The Hyderabad-based International Crops Research Institute for the Semi-Arid Tropics (ICRISAT) said it did face-to-face interviews with 15,500 shoppers at malls in seven cities and surprisingly, about half of them said they were eating millets daily on weekly. It is possible that the interviews were not done randomly, and there was a selection bias towards those who were older, because 42 percent of about 4,000 persons interviewed in Delhi for the survey, cited health complications as a reason for consuming them. Millets have low glycaemic value, which means they release energy slowly and therefore keep blood sugar levels stable. Besides, they are nutritious. According to the National Institute of Nutrition’s food composition tables, 100 grams of ragi have 364 milligrams of calcium; buffalo milk has 121 mg. They are also rich in fibre.

Only eight percent of those interviewed for the Icrisat survey said they liked the taste, so palatability is a hurdle that will have to be negotiated. Millets like bajra do not keep long; so they cannot be blended. These are issues that the Karnataka government wishes to address.

Since taste is often acquired, catching them young through mid-day school meals could help. The Karnataka government is offering a bonus of Rs 400 per quintal in addition to the minimum support price of Rs 1,700-1,725 per quintal of jowar and Rs 1,900 for ragi. The procured millets are supplied through ration shops. Union Agriculture Secretary Shobhana Pattanayak said efforts are being made to supply them to soldiers. If the armed forces agree, a big market would open up.

Recommendation by doctors and trainers was also cited as reason for consuming millets in the Icrisat survey. Curiously, though 89 percent of the interviewees said they were reasonably or very health conscious, only 31 percent were aware that millets were healthy. This calls for an awareness campaign.

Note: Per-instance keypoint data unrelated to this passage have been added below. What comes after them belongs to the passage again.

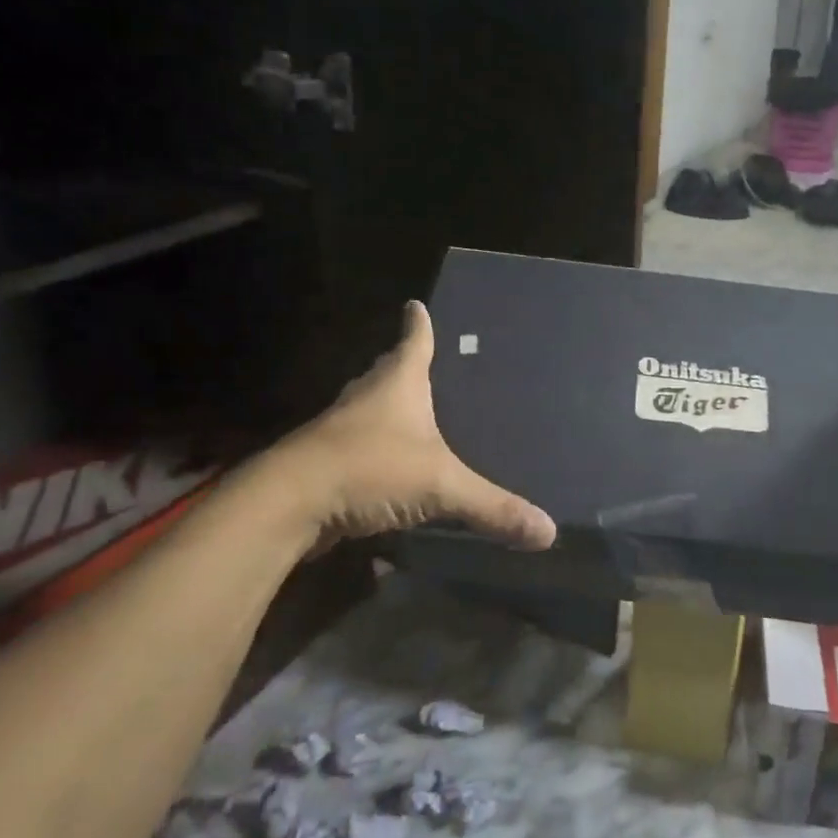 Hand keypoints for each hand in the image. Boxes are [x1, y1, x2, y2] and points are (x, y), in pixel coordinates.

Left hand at [276, 302, 555, 550]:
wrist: (288, 503)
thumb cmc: (369, 468)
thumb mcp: (440, 485)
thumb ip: (492, 507)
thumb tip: (549, 532)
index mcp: (397, 385)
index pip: (413, 342)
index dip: (418, 325)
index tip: (415, 304)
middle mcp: (367, 399)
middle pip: (386, 372)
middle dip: (403, 365)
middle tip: (426, 363)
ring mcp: (342, 431)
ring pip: (370, 410)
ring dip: (387, 409)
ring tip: (415, 416)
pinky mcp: (327, 463)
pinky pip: (360, 447)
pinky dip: (376, 450)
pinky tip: (392, 469) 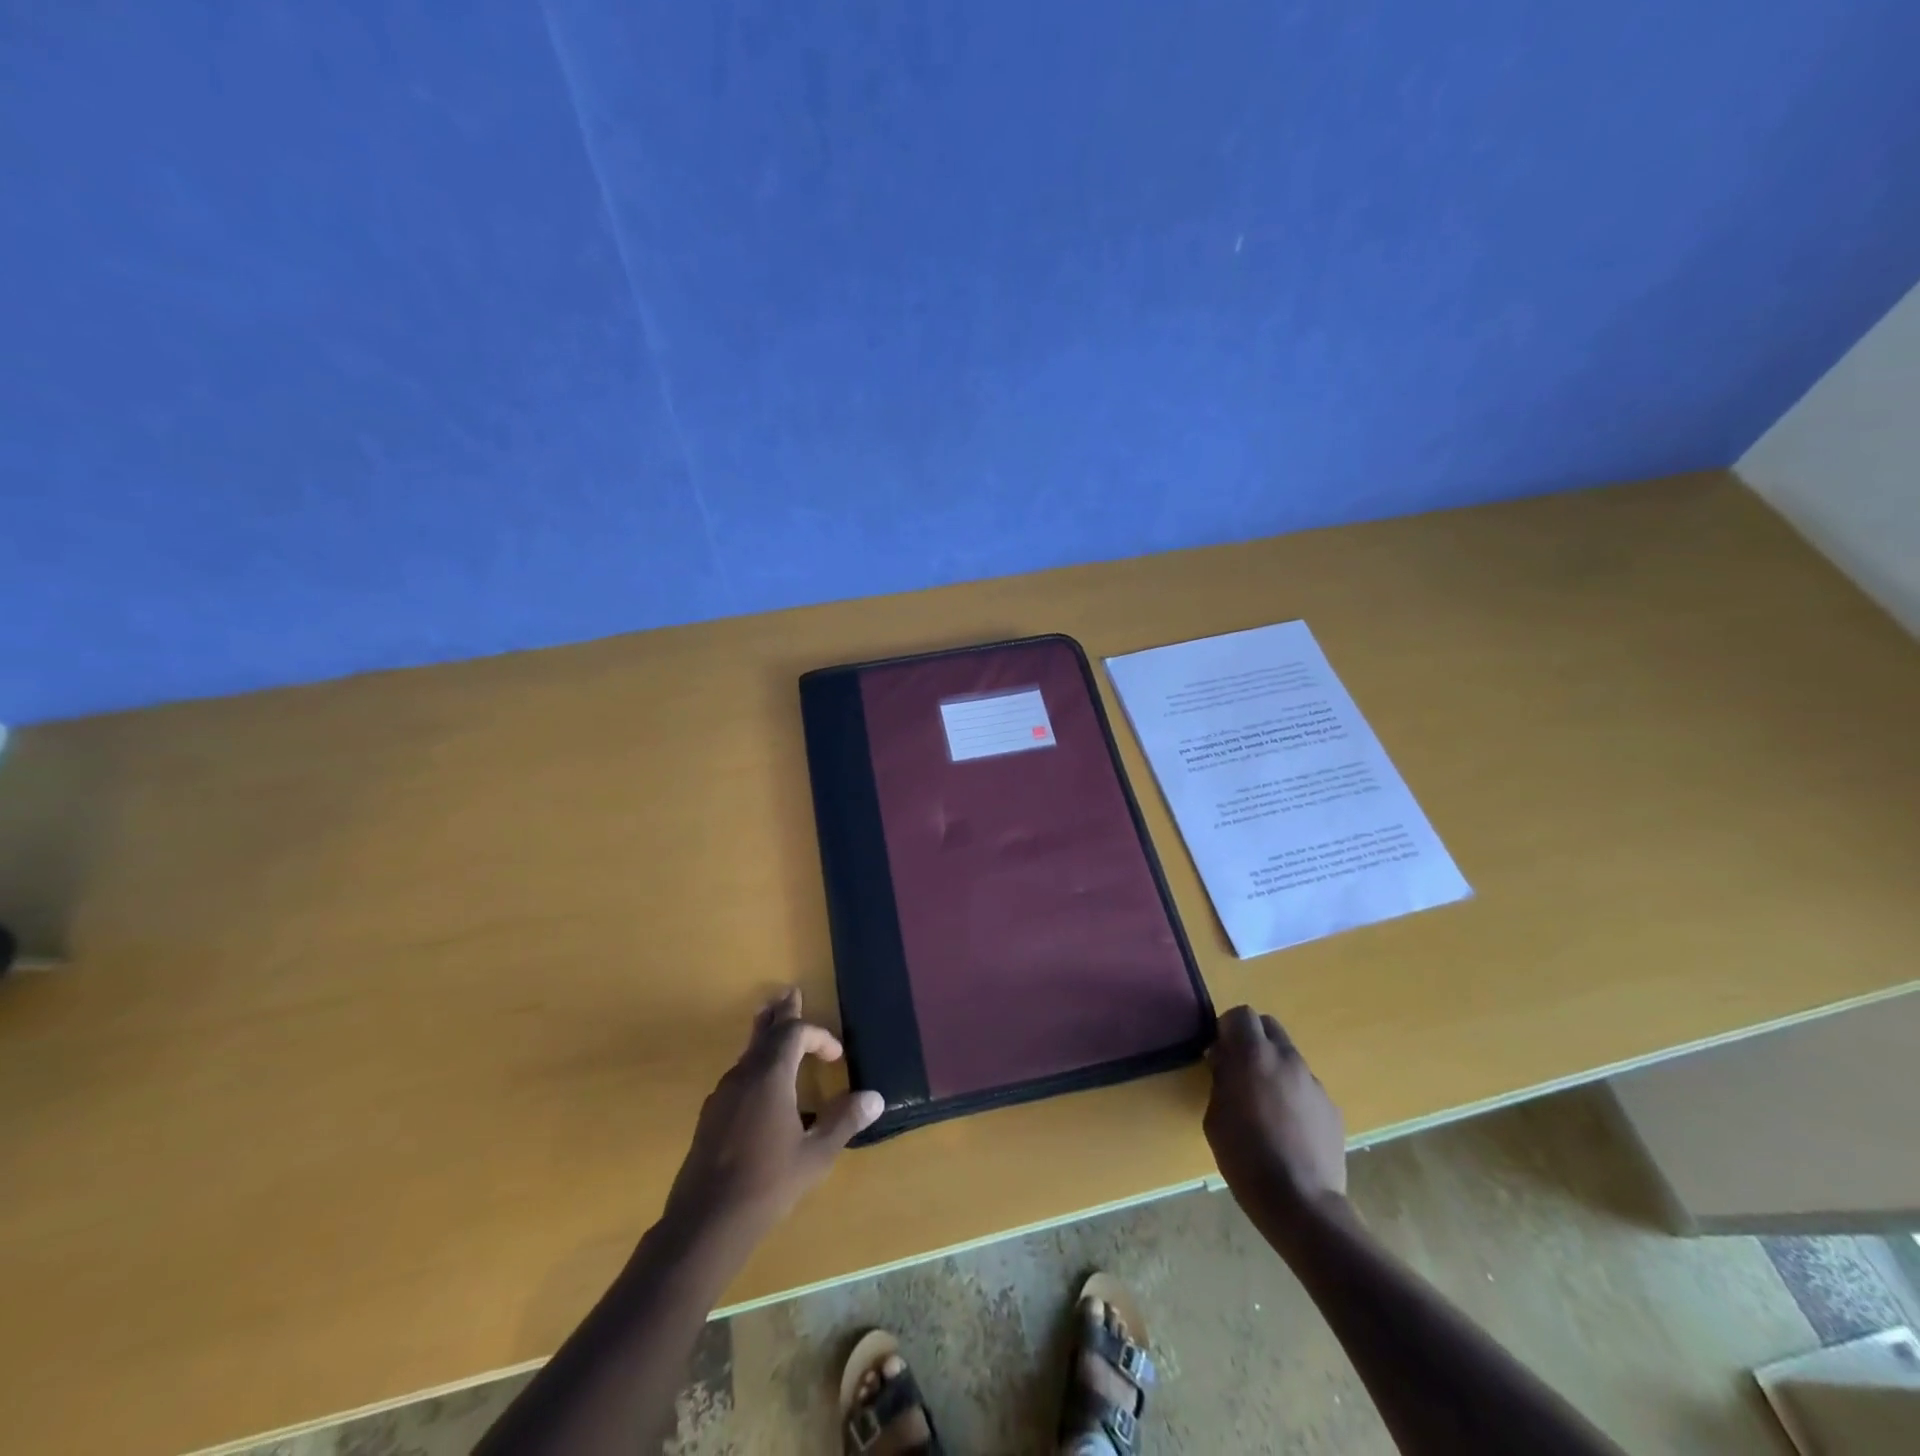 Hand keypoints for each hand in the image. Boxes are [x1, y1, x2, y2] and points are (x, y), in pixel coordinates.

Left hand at [662, 989, 882, 1246]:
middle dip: (782, 1013)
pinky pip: (738, 1075)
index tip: (836, 1056)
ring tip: (773, 1024)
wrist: (704, 1224)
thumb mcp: (815, 1155)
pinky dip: (755, 1065)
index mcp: (770, 1076)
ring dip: (766, 1036)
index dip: (819, 1036)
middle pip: (765, 1032)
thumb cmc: (767, 1184)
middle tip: (791, 992)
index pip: (795, 1034)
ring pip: (748, 1052)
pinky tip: (760, 1086)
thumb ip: (843, 1121)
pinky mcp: (711, 1116)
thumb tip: (874, 1097)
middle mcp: (743, 1076)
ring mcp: (722, 1095)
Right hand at [1203, 1005, 1347, 1236]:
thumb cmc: (1245, 1156)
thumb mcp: (1215, 1115)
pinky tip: (1288, 1129)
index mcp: (1254, 1055)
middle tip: (1240, 1069)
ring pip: (1289, 1058)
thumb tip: (1224, 1061)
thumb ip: (1220, 1078)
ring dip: (1274, 1068)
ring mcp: (1313, 1083)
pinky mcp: (1332, 1108)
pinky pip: (1306, 1088)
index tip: (1219, 1051)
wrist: (1300, 1202)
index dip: (1228, 1028)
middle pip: (1269, 1026)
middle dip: (1253, 1039)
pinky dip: (1293, 1095)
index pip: (1241, 1014)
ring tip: (1265, 1105)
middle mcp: (1287, 1059) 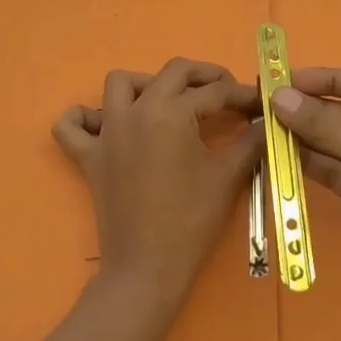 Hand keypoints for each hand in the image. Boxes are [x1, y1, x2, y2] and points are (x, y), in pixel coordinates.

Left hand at [53, 59, 262, 315]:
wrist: (147, 268)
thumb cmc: (191, 220)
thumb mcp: (228, 175)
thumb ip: (252, 140)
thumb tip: (268, 120)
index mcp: (171, 112)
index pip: (215, 92)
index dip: (244, 95)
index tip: (262, 103)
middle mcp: (135, 111)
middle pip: (173, 72)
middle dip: (205, 76)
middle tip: (228, 94)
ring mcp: (107, 133)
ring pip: (120, 84)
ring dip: (148, 84)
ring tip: (171, 103)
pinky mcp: (88, 157)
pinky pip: (72, 126)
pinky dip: (84, 118)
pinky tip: (105, 124)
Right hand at [270, 67, 340, 308]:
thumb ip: (323, 123)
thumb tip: (278, 97)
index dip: (329, 80)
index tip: (288, 79)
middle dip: (313, 110)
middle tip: (269, 105)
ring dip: (307, 137)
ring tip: (267, 128)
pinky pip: (338, 172)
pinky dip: (312, 163)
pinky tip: (281, 155) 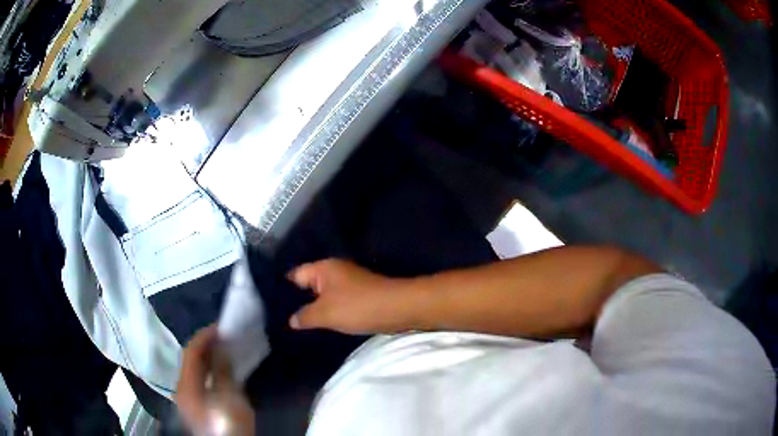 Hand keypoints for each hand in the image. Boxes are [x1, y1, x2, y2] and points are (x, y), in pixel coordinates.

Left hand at [176, 326, 254, 435]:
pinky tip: (219, 369)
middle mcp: (181, 387)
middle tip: (222, 336)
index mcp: (186, 384)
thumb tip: (221, 350)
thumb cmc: (228, 423)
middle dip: (205, 345)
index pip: (191, 351)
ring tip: (222, 349)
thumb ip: (223, 372)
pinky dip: (207, 368)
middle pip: (189, 359)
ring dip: (206, 356)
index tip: (221, 327)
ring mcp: (186, 396)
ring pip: (192, 368)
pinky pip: (197, 378)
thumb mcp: (229, 398)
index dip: (205, 336)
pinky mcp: (193, 403)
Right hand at [288, 259, 410, 334]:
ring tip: (298, 324)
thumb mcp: (325, 314)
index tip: (270, 303)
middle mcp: (335, 271)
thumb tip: (291, 320)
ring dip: (315, 307)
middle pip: (309, 285)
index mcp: (323, 268)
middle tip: (281, 317)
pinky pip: (337, 302)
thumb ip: (304, 316)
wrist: (398, 308)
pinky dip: (330, 311)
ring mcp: (348, 282)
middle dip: (298, 300)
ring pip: (324, 295)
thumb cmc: (357, 307)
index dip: (282, 289)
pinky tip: (321, 324)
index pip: (295, 274)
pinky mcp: (359, 294)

The consumption of millets has declined in countries that saw the Green Revolution, which gave food security through high-yielding varieties of rice and wheat. These and maize are now the big three cereals that, according to Joanna Kane-Potaka, Director, Strategic Marketing at Icrisat, provide about 50 percent of the world’s protein intake to humans. Rice alone soaks about 45 percent of the crop research money. Icrisat calls millets smart foods of the 21st century because they are “good for you, the farmer and the planet.” They are the last crops standing during droughts; bajra, it is said, can tolerate 10 degrees C more heat than wheat.

They are also good for animals. Millet fodder sells for the same price as millets, says Gowda because they raise milk yield. Since the dairy industry is thriving, millet producers should hitch on to it. In North Karnataka, Gowda says it is a practice for farm owners to retain the fodder and let tenant cultivators keep the grain for own use or for sale.

Through Icrisat, Karnataka is mapping the genomes of millets of interest to its farmers. Knowing the properties of various genes will help in shortening the time taken for creating new crosses with qualities like better palatability, improved shelf life and higher yield through marker assisted selection.

Karnataka is linking millets to the organic food movement, which it is promoting.  At the January fair the two will converge. Chemical fertilizers are not applied to millets because they will not respond with higher output when grown in poor soils without irrigation. Chemical pesticides are used, but can be replaced with bio-pesticides if the organic tag fetches a higher price. Small farmers therefore need to be organized into producer organizations, so that their small lots can be aggregated and marketed. Karnataka has 14 farmer federations and is giving a thrust to producer companies.

Gowda says the state is not hung up on organic farming. It is an alternative that is being offered to farmers. High output Green Revolution agriculture should be practised, he says, with judicious use of chemical fertilizers combined with compost and farm yard manure to improve soil quality and texture.  “India is a reckless abuser of the environment,” he says. It will have to learn to tread lightly on earth. Standards will have to be evolved and enforced for low- or residue-free chemical- based agriculture.